▶ INSTRUCTIONS TO FOLLOW: What is needed is an exact copy of the lines in the listing below, from the one with "background:var(--page); color:var(--text); height:100vh;" up to and including the one with "position:relative; flex:1; overflow:hidden", with no other lines.

▶ DATA:

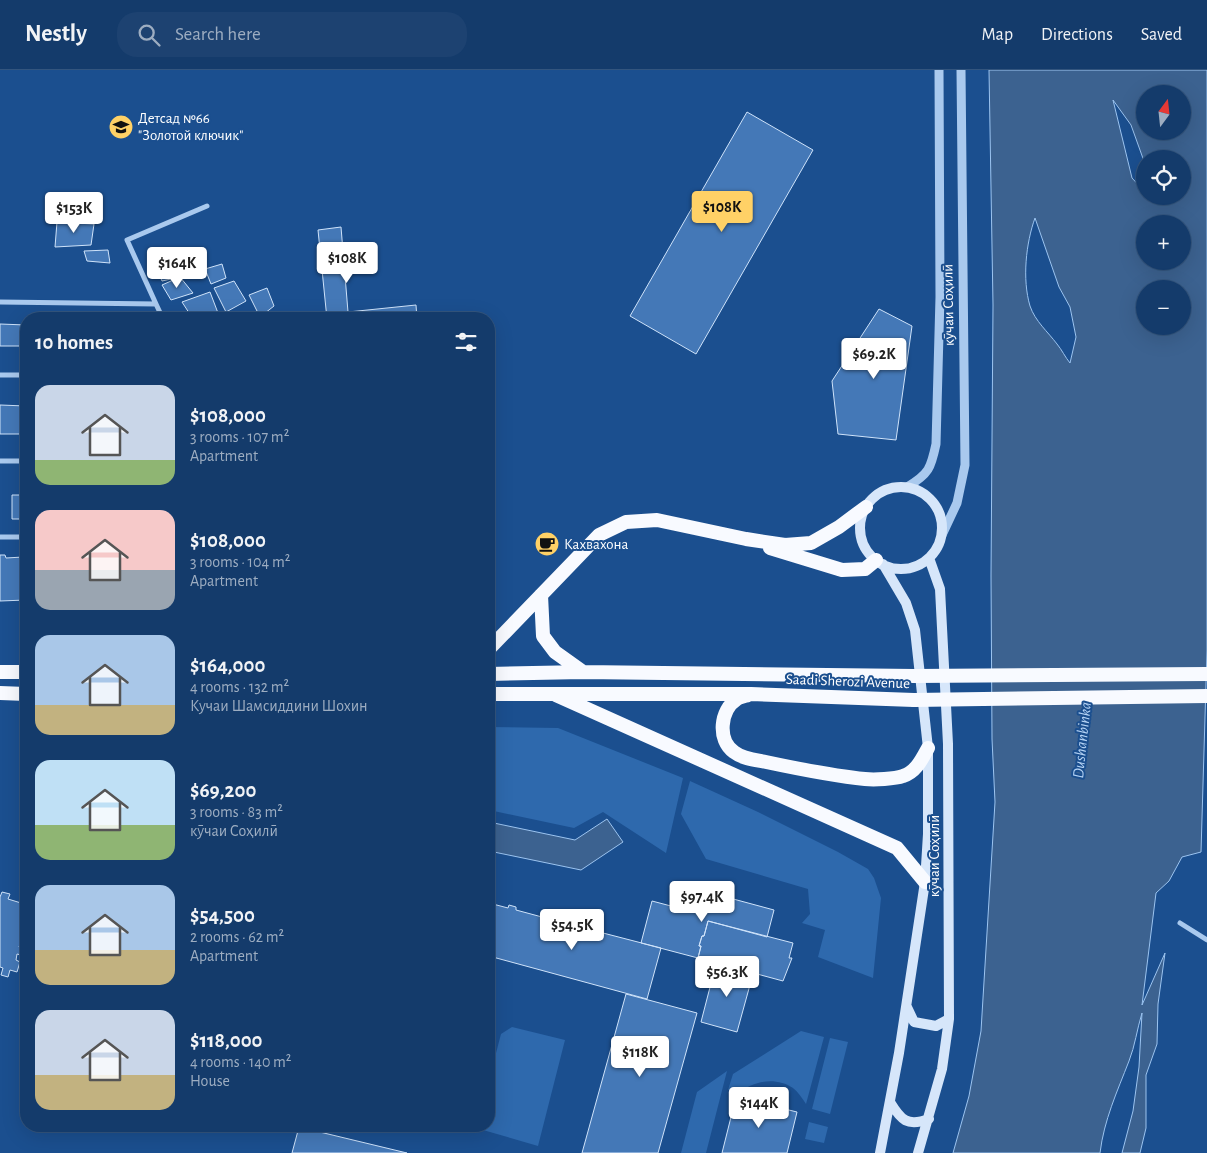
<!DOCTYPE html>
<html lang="en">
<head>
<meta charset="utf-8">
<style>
	:root { --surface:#143b6b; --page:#1d4271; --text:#f1f3f6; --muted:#9dadc1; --line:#33557e; --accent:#ffd166 }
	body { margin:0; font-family:"Alegreya Sans",sans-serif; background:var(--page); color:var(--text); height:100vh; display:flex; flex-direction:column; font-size:19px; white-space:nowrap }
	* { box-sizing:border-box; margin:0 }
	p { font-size:16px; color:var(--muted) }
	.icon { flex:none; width:28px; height:28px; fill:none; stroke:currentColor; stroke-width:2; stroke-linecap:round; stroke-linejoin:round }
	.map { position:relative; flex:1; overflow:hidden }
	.sheet { position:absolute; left:20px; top:242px; width:475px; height:820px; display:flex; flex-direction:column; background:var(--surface); border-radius:20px; box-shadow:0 5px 20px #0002,0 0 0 1px var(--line) }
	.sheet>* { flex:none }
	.needle { width:32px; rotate:15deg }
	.tools { position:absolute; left:1136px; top:15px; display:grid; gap:10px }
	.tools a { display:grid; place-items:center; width:55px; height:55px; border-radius:50%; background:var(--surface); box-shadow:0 5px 20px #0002,0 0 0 1px var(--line); font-size:25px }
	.price { position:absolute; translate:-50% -42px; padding:0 11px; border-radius:5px; background:#fff; color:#222; font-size:16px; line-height:32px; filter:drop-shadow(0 1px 2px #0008) }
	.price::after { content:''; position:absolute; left:50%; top:30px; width:15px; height:11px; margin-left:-8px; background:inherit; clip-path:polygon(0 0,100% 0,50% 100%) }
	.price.on { background:var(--accent); color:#111 }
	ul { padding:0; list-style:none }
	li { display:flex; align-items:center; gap:15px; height:125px; padding:0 15px }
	li span { display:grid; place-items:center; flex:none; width:140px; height:100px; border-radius:15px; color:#555 }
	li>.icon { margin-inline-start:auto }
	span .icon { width:60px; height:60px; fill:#fffc; stroke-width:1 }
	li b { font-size:21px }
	h2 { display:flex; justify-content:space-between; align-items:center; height:60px; padding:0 15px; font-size:21px }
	header { display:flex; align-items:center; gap:30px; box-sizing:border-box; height:70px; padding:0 25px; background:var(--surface); border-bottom:1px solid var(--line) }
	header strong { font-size:24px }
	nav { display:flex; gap:28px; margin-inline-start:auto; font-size:18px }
	.search { width:350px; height:45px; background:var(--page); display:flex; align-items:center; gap:12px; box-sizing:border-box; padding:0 18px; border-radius:20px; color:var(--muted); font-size:19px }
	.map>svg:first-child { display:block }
</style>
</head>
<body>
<header>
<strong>Nestly</strong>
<div class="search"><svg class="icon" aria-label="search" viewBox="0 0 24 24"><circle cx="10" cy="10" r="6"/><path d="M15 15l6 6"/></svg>Search here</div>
<nav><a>Map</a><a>Directions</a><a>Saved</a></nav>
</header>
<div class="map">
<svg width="1207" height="1083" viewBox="0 0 1207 1083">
	<rect width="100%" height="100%" fill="#1b4f8f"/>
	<path fill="#2e69ad" d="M489 657 558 658 683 708 666 783 603 742 574 758 489 740Z
		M690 711 758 742 838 782 868 799 874 808 881 828 873 908 818 887 825 860 802 853 810 844 808 819 706 789 681 744Z
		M512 957 565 970 538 1076 476 1058V1056H489V1010L501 964Z
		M801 961 824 967 806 1034C802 1028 798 1022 793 1018 777 1007 753 1010 740 1023L728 1020 733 1004Z
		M830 968 848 972 830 1044 812 1039Z
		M727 1001 706 1083H681L697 1022Z
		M809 1052 828 1057 824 1073 805 1069Z"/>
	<path fill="#3c6290" stroke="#9cc4f0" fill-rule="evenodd" d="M989 0H1207V580L1201 782 1182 787 1169 811 1156 823 1142 935 1165 883 1158 934 1157 974 1146 1005V1058L1140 1083H1122L1133 1041 1139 997 1142 943C1137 959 1135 976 1129 991 1117 1022 1104 1050 1100 1083H953L969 1026 981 961 995 732 992 669 991 506 993 235ZM1145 24H1182V61H1145ZM1113 30 1131 55 1145 94V89H1182V126H1145V122L1132 108ZM1035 148 1059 217 1070 237 1076 267 1070 293C1065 287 1062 280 1057 274 1048 262 1035 251 1030 236 1022 209 1026 173 1035 148ZM1145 154H1182V191H1145ZM1145 219H1182V256H1145Z
		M607 749 623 772 581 800 489 781V752L575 770Z"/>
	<path fill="#4478b7" stroke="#cfe3fa" d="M747 42 813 80 696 284 630 246Z
		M57 152 94 154 91 175 55 177Z
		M341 157 348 242 416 235 417 249H327L318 160Z
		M108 180 110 193 87 191 84 181Z
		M170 188 180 207 162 211 154 192Z
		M222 194 226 208 211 214 205 199Z
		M180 207 193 223 171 230 162 215Z
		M234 211 246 231 226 242 214 218Z
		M267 218 274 236 260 247 249 225Z
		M210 222 218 243 204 249H193L182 232Z
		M879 239 912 256 896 370 838 364 832 311Z
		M0 254 26 255V276H0Z
		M0 335 26 336V364H0Z
		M12 425H26V449H12Z
		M0 485H5L6 488 23 487V491H26V530L0 531Z
		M2 822 10 824 8 829 21 833 23 827 26 828V863L24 862 19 877 24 878 21 885 17 884 16 890 20 892 17 902 10 900 8 907 1 905 3 898 0 897V827Z
		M711 823 774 840 767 867 708 851 704 866H702L699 876H701L698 888 641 873 652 831 705 845Z
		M489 833 508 838 509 835 516 837V840L568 854 569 851 577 853 576 856 661 878 647 929 489 886Z
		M708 851 793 873 789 888H792L783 911 698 888 701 876H699L702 866H704Z
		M716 894 753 904 737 962 701 952Z
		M626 924 697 943 658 1083H582Z
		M736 1027 797 1042 787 1083H722Z
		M299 1057 407 1083H292Z"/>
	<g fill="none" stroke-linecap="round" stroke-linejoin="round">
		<path stroke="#a9c9ee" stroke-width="5" d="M0 232 156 234 163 249
			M156 234 127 170 207 136
			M0 305H26
			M0 391H26
			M0 467H26
			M1180 853 1207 870"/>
		<path stroke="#a9c9ee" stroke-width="9" d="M907 417C929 404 931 398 936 374L940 227 939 0
			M942 465 957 433 965 395 961 0"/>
		<path stroke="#d6e6fa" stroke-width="10" d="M860 458a41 41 0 1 1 82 0a41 41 0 1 1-82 0Z
			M907 937 914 952 936 956 949 949
			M890 1032C901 1050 907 1057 929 1049
			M880 1083 899 983 925 812 928 764V678L915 560 906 533 883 494
			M918 1083 942 999 949 949 948 674 940 519 929 488"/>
		<path stroke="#f8faff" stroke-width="14" d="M770 478 842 500 865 499 876 490
			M541 525 543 566 555 582 583 602
			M489 579 599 465 626 452 657 450 746 469 785 475 811 473 839 457 866 437
			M0 602H26
			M489 604 583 602 915 606
			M0 623 26 624
			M489 624H751L914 630
			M556 625 897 778 925 812
			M748 625C745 626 740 627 737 629 720 640 717 670 734 682 743 689 756 690 766 692 799 699 832 706 865 709 874 710 895 709 903 706 916 702 922 689 928 678"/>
		<path stroke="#f8faff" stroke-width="14" d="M915 606 1207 604
			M914 630 1207 626"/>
	</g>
	<defs>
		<symbol id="school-disc" viewBox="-11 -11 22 22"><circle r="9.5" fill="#ffd166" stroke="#1b4f8f"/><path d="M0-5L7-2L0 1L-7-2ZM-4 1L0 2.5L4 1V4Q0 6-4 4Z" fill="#111"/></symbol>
		<symbol id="cafe-disc" viewBox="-11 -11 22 22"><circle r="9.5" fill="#ffd166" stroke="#1b4f8f"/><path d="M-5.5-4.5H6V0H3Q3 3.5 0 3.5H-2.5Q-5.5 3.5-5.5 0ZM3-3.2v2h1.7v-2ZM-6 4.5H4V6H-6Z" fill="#111"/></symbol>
	</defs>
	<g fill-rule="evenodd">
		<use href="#school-disc" x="107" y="43" width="28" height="28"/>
		<use href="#cafe-disc" x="533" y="460" width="28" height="28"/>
	</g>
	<g text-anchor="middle" stroke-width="4" stroke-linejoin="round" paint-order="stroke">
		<g font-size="15" fill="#fff" stroke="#1b4f8f" text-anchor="start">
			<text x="138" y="53">Детсад №66<tspan x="138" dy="17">"Золотой ключик"</tspan></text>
			<text x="564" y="479">Кахвахона</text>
		</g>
		<g font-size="15" fill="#fff" stroke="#1b4f8f">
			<text transform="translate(948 235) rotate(-91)" y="5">кӯчаи Соҳилӣ</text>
			<text transform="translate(848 611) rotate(2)" y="5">Saadi Sherozi Avenue</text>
			<text transform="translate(934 786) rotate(-90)" y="5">кӯчаи Соҳилӣ</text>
		</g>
		<g font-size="16" font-style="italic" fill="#b5d3f5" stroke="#1b4f8f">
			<text transform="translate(1081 670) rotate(-84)" y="6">Dushanbinka</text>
		</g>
	</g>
</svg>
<div class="tools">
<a><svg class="needle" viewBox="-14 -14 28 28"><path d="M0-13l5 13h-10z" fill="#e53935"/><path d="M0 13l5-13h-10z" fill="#9dadc1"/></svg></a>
<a><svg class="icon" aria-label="locate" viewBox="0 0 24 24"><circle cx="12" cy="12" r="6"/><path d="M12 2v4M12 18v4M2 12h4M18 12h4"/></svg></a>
<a>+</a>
<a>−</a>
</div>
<b class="price on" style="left:722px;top:163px">$108K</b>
<b class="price" style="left:74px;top:164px">$153K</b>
<b class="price" style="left:347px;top:214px">$108K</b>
<b class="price" style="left:177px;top:219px">$164K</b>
<b class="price" style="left:874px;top:310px">$69.2K</b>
<b class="price" style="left:702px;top:853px">$97.4K</b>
<b class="price" style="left:572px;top:881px">$54.5K</b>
<b class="price" style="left:727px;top:928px">$56.3K</b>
<b class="price" style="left:640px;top:1008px">$118K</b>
<b class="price" style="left:759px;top:1059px">$144K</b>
<section class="sheet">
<h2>10 homes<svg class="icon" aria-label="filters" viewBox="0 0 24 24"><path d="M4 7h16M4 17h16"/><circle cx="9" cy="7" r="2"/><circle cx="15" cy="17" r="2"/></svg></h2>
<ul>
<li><span style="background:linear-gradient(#c9d6e8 75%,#8fb573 0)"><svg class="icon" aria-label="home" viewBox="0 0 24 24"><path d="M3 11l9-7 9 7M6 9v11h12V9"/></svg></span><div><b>$108,000</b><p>3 rooms · 107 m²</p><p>Apartment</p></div></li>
<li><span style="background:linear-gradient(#f6c9c9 60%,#9aa5b1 0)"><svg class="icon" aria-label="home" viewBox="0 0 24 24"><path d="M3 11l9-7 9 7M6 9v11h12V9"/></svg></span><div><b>$108,000</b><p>3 rooms · 104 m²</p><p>Apartment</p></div></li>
<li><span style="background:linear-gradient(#a9c7e8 70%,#c2b280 0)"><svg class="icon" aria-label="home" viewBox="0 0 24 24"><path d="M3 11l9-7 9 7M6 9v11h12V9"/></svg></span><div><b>$164,000</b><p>4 rooms · 132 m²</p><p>Кучаи Шамсиддини Шохин</p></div></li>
<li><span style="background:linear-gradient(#bfe0f5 65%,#8fb573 0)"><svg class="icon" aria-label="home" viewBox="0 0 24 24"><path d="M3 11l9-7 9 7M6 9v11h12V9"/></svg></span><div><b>$69,200</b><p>3 rooms · 83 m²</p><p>кӯчаи Соҳилӣ</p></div></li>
<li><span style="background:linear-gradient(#a9c7e8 65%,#c2b280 0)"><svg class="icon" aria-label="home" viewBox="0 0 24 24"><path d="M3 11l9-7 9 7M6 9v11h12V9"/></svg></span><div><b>$54,500</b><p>2 rooms · 62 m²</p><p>Apartment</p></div></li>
<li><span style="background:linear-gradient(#c9d6e8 65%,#c2b280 0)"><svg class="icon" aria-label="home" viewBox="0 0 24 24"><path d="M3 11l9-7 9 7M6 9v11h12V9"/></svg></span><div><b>$118,000</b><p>4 rooms · 140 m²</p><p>House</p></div></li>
</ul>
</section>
</div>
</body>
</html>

▶ WRITTEN SOLUTION:
	body { margin:0; font-family:"Alegreya Sans",sans-serif; background:var(--page); color:var(--text); height:100vh; display:flex; flex-direction:column; font-size:19px; white-space:nowrap }
	* { box-sizing:border-box; margin:0 }
	p { font-size:16px; color:var(--muted) }
	.icon { flex:none; width:28px; height:28px; fill:none; stroke:currentColor; stroke-width:2; stroke-linecap:round; stroke-linejoin:round }
	.map { position:relative; flex:1; overflow:hidden }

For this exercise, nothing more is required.